Des panneaux "eau non potable" apposés sur les fontaines et des centaines de packs d'eau livrés aux habitants: dans quatre villages de Meuse où la consommation d'eau du robinet est interdite après la découverte de taux anormaux de polluants éternels (PFAS), l'inquiétude est grande.
"Tout ça entraîne beaucoup d'inquiétude, beaucoup de stress" au sein de la population, observe Manu Delgoffe, cofondateur d'un groupe Facebook dédié à la problématique, qui rassemble plus de 200 riverains. "La population est inquiète parce qu'a priori, cette pollution dure depuis de très nombreuses années."

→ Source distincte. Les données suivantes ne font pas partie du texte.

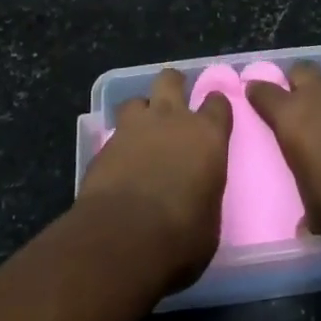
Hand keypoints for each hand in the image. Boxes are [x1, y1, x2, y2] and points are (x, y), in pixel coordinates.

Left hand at [78, 68, 231, 288]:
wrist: (121, 240)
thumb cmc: (180, 237)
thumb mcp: (209, 220)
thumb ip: (205, 192)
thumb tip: (197, 193)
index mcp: (207, 136)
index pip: (218, 104)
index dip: (216, 106)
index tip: (215, 114)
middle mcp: (171, 120)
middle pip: (170, 80)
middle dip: (173, 85)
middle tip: (174, 101)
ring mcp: (133, 128)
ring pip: (136, 100)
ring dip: (141, 112)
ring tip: (142, 132)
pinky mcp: (103, 145)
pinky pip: (114, 132)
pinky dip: (119, 142)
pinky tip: (119, 160)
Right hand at [246, 62, 320, 249]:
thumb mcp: (318, 214)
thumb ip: (309, 210)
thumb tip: (306, 226)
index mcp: (291, 118)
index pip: (264, 92)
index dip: (259, 92)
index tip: (255, 93)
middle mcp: (319, 95)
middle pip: (301, 71)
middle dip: (299, 83)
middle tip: (301, 103)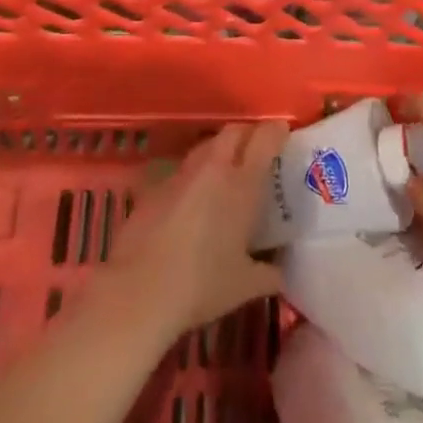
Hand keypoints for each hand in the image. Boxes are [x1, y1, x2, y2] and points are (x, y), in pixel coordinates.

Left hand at [103, 122, 287, 341]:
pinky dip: (194, 176)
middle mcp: (212, 169)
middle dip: (248, 133)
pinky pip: (182, 171)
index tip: (283, 132)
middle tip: (257, 149)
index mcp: (242, 185)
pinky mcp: (154, 188)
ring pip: (206, 147)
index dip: (276, 131)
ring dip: (220, 151)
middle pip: (233, 132)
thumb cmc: (202, 286)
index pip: (264, 140)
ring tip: (226, 173)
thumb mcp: (245, 286)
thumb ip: (268, 274)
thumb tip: (280, 273)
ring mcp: (180, 175)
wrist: (139, 291)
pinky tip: (193, 201)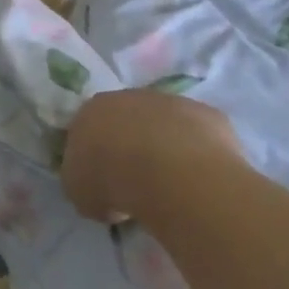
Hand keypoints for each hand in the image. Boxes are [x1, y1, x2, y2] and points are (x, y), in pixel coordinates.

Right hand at [61, 90, 244, 223]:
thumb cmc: (113, 181)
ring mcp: (171, 102)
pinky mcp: (207, 115)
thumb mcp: (80, 192)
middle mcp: (129, 97)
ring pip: (166, 125)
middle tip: (139, 182)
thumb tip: (97, 187)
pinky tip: (200, 180)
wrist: (169, 173)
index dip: (97, 155)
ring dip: (167, 147)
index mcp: (92, 110)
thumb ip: (84, 181)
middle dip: (132, 146)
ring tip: (173, 185)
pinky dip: (200, 155)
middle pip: (129, 121)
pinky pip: (201, 136)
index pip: (89, 128)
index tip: (105, 181)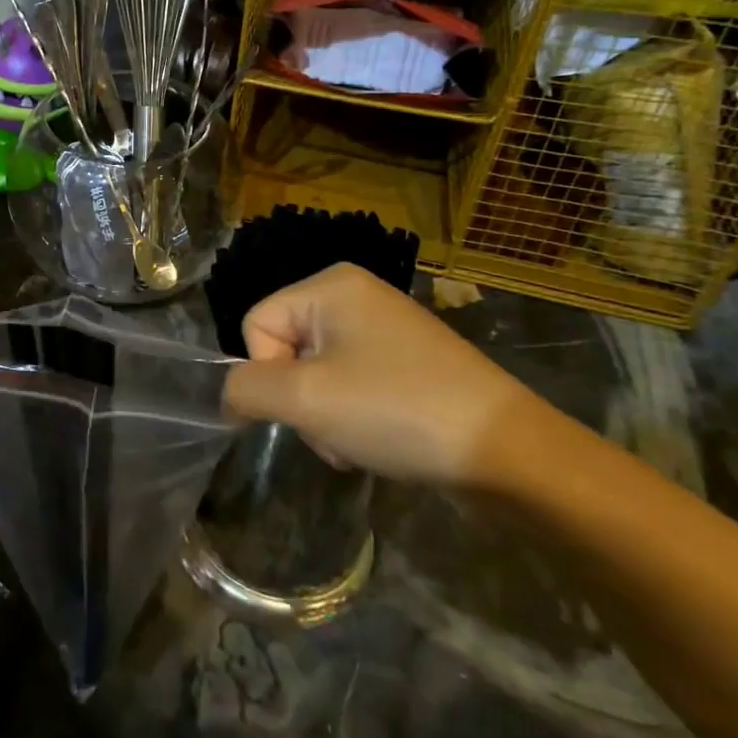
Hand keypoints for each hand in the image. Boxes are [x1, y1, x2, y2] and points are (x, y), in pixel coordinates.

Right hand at [222, 263, 566, 487]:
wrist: (507, 452)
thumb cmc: (397, 410)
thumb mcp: (306, 399)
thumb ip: (247, 389)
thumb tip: (230, 395)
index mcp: (331, 284)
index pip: (257, 325)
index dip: (268, 373)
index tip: (304, 407)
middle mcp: (356, 295)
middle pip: (286, 350)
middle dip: (300, 401)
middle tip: (333, 431)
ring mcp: (385, 328)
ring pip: (315, 374)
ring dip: (324, 417)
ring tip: (357, 443)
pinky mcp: (406, 362)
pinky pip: (350, 384)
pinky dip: (351, 417)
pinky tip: (375, 442)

Les mairies de ces villages du nord meusien, tous situés à proximité d'un cours d'eau, le Loison, doivent fournir en eau potable les 620 habitants qui ne peuvent plus consommer l'eau du robinet.
Une loi sur les polluants éternels promulguée en début d'année prévoit d'inclure désormais les PFAS (pour substances per- et polyfluoroalkylées) dans le contrôle sanitaire des eaux potables.

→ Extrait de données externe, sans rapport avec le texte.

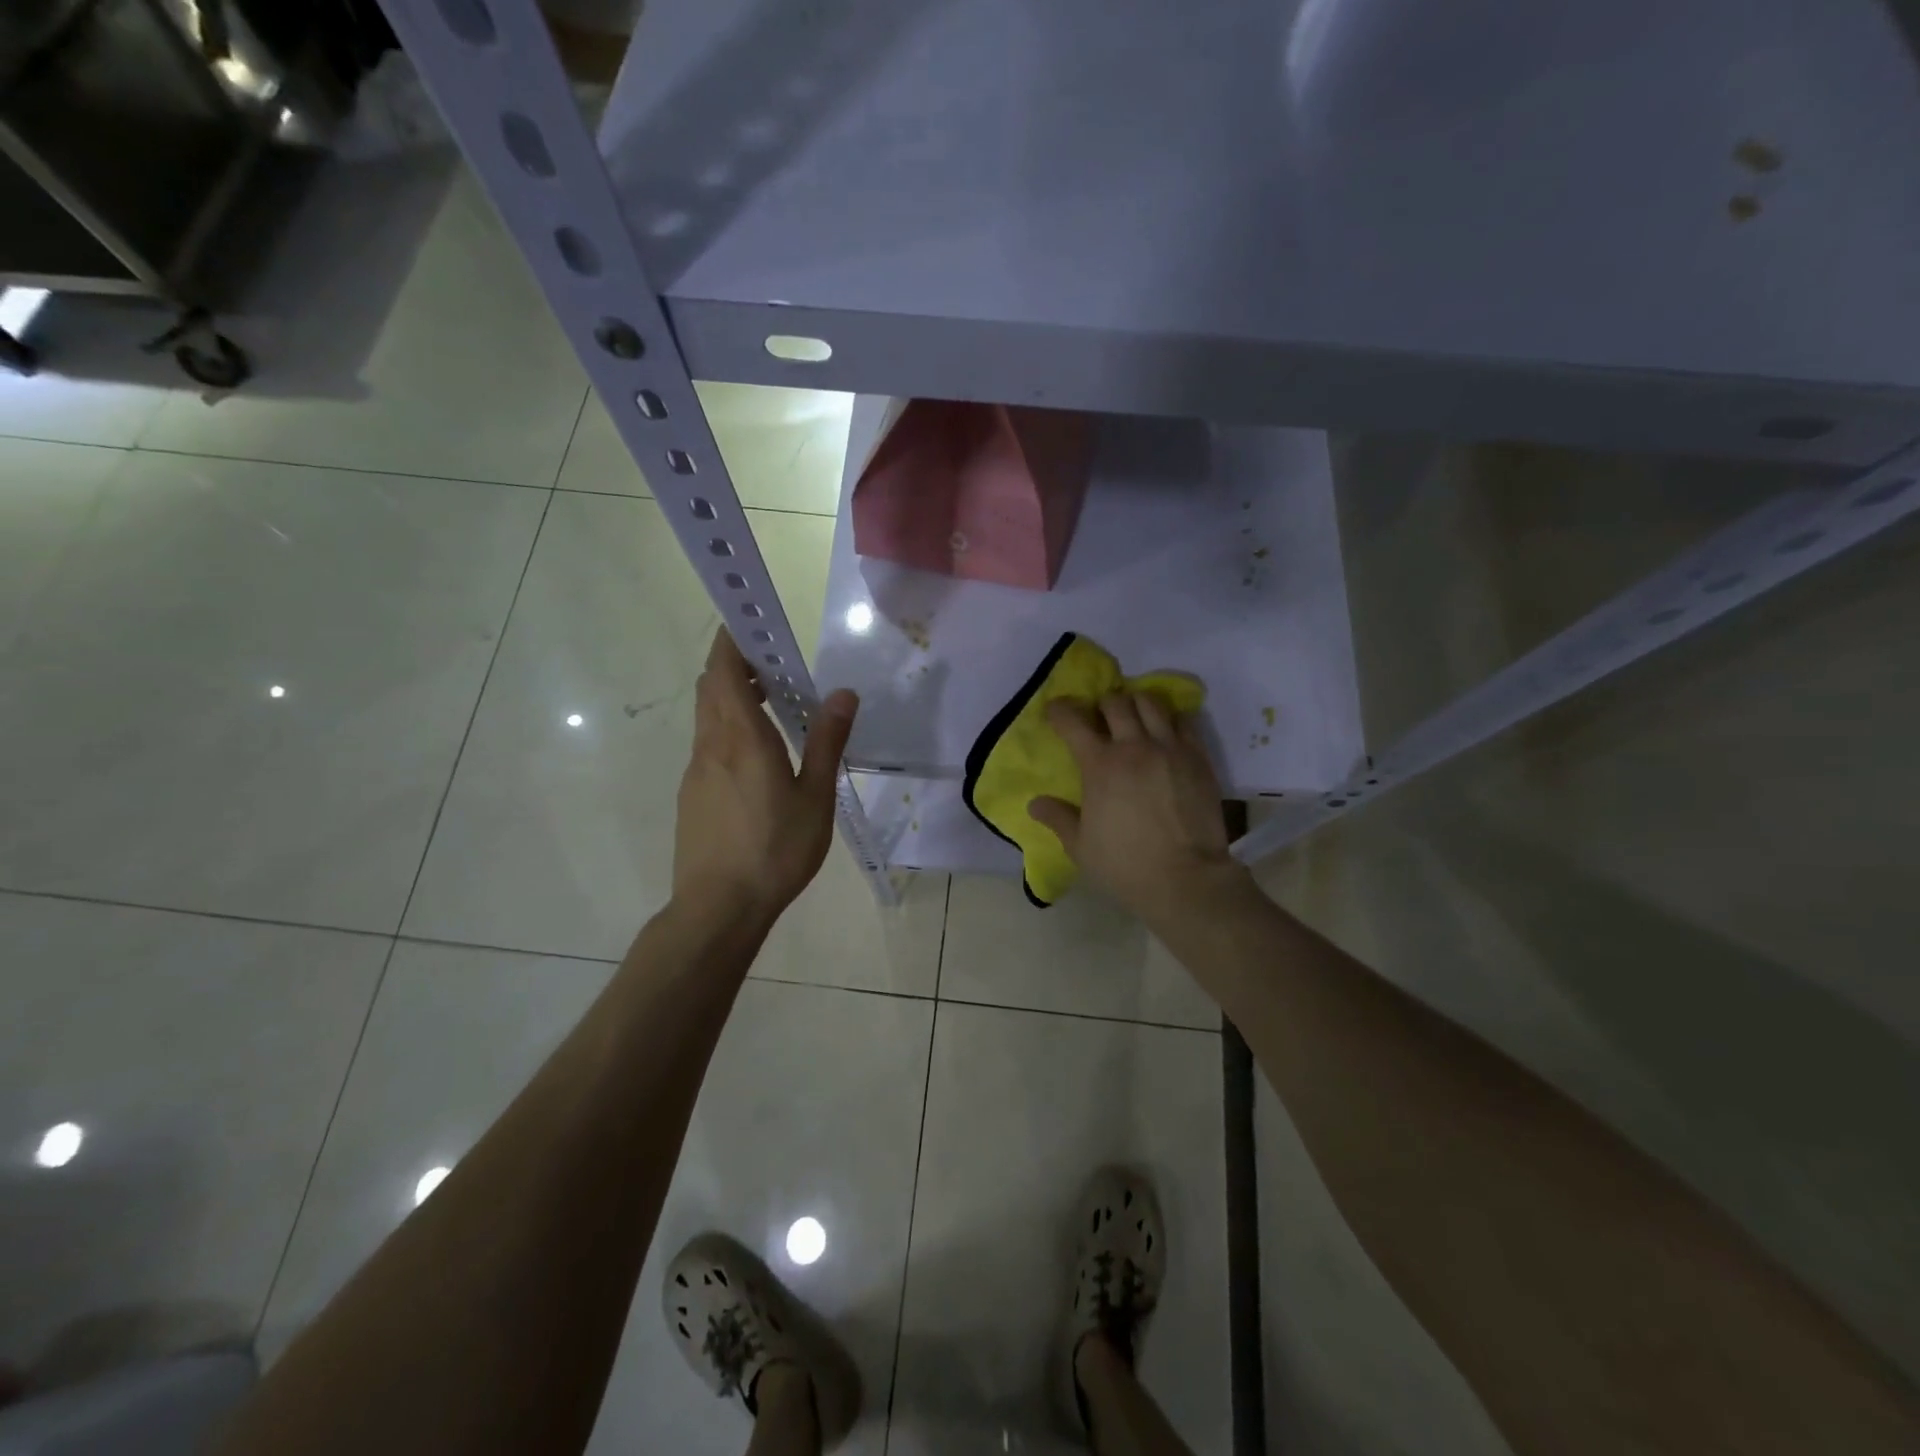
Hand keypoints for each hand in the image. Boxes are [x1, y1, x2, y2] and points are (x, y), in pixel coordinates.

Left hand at [674, 629, 857, 926]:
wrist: (718, 907)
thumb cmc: (774, 849)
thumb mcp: (815, 797)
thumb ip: (826, 742)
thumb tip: (843, 693)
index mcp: (741, 737)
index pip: (725, 670)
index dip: (732, 640)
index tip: (752, 622)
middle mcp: (711, 745)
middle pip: (712, 687)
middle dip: (735, 665)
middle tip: (774, 667)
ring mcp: (696, 771)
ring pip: (708, 717)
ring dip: (732, 698)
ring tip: (772, 707)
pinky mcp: (692, 795)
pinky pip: (708, 745)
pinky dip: (728, 730)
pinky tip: (757, 759)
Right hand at [1029, 692, 1250, 931]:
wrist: (1186, 879)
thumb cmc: (1125, 865)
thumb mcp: (1080, 847)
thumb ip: (1058, 818)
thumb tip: (1035, 804)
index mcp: (1100, 765)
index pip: (1073, 721)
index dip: (1060, 710)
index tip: (1056, 711)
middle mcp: (1134, 746)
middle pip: (1115, 702)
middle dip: (1102, 704)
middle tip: (1100, 718)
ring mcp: (1170, 748)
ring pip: (1151, 702)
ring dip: (1137, 703)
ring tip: (1134, 717)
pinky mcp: (1198, 757)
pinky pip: (1184, 720)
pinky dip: (1170, 718)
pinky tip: (1165, 732)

Or deux prélèvements menés au printemps ont mis en lumière des taux de PFAS très supérieurs à la limite légale de 100 nanogrammes par litre (ng/l) dans l'eau distribuée. Entre cinq et vingt fois plus que la valeur guide européenne, dans les communes meusiennes !
Douze autres communes des Ardennes voisines, comptant 2.800 habitants au total, sont également concernées par l'interdiction de la consommation d'eau du robinet, qui pourrait courir au moins jusqu'au mois de décembre.
- "Une météorite" -
A Villy (Ardennes), les taux de PFAS ont même atteint un record en France, à 2.729 ng/l, soit 27 fois la limite autorisée.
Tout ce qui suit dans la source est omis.